*** Records for processing ***

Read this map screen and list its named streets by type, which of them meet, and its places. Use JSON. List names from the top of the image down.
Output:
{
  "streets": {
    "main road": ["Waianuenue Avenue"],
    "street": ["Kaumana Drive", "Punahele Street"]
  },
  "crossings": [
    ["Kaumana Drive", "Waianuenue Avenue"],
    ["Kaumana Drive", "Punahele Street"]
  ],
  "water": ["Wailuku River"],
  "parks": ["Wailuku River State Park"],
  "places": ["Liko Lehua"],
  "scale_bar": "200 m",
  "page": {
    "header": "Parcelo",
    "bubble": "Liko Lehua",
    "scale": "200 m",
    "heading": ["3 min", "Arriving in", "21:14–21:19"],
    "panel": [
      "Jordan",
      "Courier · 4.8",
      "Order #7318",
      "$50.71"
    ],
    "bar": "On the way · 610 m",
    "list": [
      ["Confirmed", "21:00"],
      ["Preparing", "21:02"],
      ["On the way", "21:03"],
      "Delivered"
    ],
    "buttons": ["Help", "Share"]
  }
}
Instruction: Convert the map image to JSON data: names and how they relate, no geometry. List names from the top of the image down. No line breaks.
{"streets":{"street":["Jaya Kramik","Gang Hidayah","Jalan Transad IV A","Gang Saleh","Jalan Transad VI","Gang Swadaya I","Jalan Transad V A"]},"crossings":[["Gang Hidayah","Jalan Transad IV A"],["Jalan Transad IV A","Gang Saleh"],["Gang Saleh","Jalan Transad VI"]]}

*** End of Records for processing ***

* _Task details_
All of the entries above need to be reproduced exactly.

* _Expected output_
Read this map screen and list its named streets by type, which of them meet, and its places. Use JSON. List names from the top of the image down.
Output:
{
  "streets": {
    "main road": ["Waianuenue Avenue"],
    "street": ["Kaumana Drive", "Punahele Street"]
  },
  "crossings": [
    ["Kaumana Drive", "Waianuenue Avenue"],
    ["Kaumana Drive", "Punahele Street"]
  ],
  "water": ["Wailuku River"],
  "parks": ["Wailuku River State Park"],
  "places": ["Liko Lehua"],
  "scale_bar": "200 m",
  "page": {
    "header": "Parcelo",
    "bubble": "Liko Lehua",
    "scale": "200 m",
    "heading": ["3 min", "Arriving in", "21:14–21:19"],
    "panel": [
      "Jordan",
      "Courier · 4.8",
      "Order #7318",
      "$50.71"
    ],
    "bar": "On the way · 610 m",
    "list": [
      ["Confirmed", "21:00"],
      ["Preparing", "21:02"],
      ["On the way", "21:03"],
      "Delivered"
    ],
    "buttons": ["Help", "Share"]
  }
}
Instruction: Convert the map image to JSON data: names and how they relate, no geometry. List names from the top of the image down. No line breaks.
{"streets":{"street":["Jaya Kramik","Gang Hidayah","Jalan Transad IV A","Gang Saleh","Jalan Transad VI","Gang Swadaya I","Jalan Transad V A"]},"crossings":[["Gang Hidayah","Jalan Transad IV A"],["Jalan Transad IV A","Gang Saleh"],["Gang Saleh","Jalan Transad VI"]]}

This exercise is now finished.